Definitive Materials Filed by Investment Companies. (497)
28 Février 2014 - 5:29PM
Edgar (US Regulatory)
John Hancock Variable Insurance Trust
Supplement dated February 28, 2014
to the Prospectus
Dated April 29, 2013
Lifestyle Aggressive Trust
The second paragraph under “Principal Investment Policies”
in the supplement to the Trust prospectus dated January 13, 2014 is amended and restated as follows:
As described below, the fund may also directly hold derivative
instruments and collateral for these derivative instruments. The fund’s economic exposure to equities may fluctuate due to
its risk management strategy as noted below. The fund may employ a risk management strategy to attempt to manage the volatility
of returns and limit the magnitude of portfolio losses. The risk management strategy may cause the fund’s economic exposure
to equity securities, fixed-income securities and cash and cash equivalents (either directly or through investment in underlying
funds or derivatives) to fluctuate and during extreme market volatility, the fund’s economic exposure to equity securities
could be reduced to 0% and its economic exposure to cash and cash equivalents or fixed-income securities could increase to 100%.

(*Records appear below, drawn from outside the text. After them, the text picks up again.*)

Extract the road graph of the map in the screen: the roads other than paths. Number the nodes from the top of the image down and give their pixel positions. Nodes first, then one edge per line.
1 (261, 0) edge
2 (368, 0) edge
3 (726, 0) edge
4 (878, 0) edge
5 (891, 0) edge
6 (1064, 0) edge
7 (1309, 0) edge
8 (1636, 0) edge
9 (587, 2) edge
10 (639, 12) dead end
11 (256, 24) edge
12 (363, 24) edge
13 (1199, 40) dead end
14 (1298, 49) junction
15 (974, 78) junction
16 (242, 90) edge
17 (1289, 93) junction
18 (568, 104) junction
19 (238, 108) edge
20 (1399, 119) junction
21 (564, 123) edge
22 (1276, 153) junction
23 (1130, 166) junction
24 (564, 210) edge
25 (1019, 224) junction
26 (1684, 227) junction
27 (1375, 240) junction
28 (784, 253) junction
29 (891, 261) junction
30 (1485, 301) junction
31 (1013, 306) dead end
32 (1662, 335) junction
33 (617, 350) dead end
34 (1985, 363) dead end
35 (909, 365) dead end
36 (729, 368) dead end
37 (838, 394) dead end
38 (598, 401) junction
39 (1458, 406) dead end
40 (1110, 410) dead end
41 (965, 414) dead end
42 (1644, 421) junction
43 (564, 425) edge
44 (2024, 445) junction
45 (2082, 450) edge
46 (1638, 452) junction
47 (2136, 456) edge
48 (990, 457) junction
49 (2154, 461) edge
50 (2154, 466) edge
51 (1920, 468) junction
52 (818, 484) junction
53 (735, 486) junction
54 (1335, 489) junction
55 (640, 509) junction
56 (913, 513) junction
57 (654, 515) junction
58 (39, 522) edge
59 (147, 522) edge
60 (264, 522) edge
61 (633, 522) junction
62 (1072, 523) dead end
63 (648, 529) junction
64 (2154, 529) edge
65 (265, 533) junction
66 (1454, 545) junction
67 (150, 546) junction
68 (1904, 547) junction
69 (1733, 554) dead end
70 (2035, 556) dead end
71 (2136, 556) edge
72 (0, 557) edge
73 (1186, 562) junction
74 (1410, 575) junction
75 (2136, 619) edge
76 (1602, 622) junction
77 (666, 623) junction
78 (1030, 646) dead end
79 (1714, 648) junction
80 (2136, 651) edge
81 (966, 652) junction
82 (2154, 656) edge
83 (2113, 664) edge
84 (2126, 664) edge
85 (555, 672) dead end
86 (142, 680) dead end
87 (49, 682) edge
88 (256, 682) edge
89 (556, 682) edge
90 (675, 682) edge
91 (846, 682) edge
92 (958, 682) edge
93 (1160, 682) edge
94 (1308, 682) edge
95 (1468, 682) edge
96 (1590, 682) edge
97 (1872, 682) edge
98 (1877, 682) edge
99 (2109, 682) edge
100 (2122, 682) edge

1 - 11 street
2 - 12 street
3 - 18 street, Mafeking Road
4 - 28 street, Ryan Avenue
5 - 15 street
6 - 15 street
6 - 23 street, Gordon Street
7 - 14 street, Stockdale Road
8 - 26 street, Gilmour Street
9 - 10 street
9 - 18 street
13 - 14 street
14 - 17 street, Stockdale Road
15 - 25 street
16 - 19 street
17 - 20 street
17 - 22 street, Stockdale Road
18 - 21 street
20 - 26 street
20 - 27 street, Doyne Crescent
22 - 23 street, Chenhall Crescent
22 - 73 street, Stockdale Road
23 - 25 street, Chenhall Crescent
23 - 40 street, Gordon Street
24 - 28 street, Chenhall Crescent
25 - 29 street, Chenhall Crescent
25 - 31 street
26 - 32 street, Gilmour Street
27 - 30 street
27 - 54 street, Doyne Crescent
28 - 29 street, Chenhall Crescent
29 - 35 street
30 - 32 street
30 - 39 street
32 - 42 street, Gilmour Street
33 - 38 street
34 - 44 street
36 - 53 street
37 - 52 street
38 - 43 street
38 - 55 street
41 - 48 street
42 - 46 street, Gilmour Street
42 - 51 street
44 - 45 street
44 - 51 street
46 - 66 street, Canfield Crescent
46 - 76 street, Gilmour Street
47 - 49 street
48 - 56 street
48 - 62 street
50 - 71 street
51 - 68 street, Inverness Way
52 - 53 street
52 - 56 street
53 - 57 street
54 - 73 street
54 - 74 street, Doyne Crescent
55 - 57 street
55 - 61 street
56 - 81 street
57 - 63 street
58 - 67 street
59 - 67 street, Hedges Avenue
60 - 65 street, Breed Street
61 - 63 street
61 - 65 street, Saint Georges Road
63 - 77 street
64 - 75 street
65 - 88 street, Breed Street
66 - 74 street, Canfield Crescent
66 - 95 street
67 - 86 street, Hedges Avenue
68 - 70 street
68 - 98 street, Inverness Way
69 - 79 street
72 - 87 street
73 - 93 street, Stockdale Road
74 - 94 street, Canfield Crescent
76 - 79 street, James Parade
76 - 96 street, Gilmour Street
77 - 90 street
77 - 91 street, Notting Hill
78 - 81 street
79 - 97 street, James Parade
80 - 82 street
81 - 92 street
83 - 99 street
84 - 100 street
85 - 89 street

The subadvisor normally will seek to limit the fund’s exposure to equity securities (either directly or through investment
in underlying funds or derivatives) to
no more than
100% and normally will seek to reduce any
equity exposure in excess of this amount as soon as practicable. However, the subadvisor may determine in light of market or economic
conditions that the limit should be exceeded to achieve the fund’s objective.
Lifestyle Balanced Trust
The second paragraph under “Principal Investment Policies”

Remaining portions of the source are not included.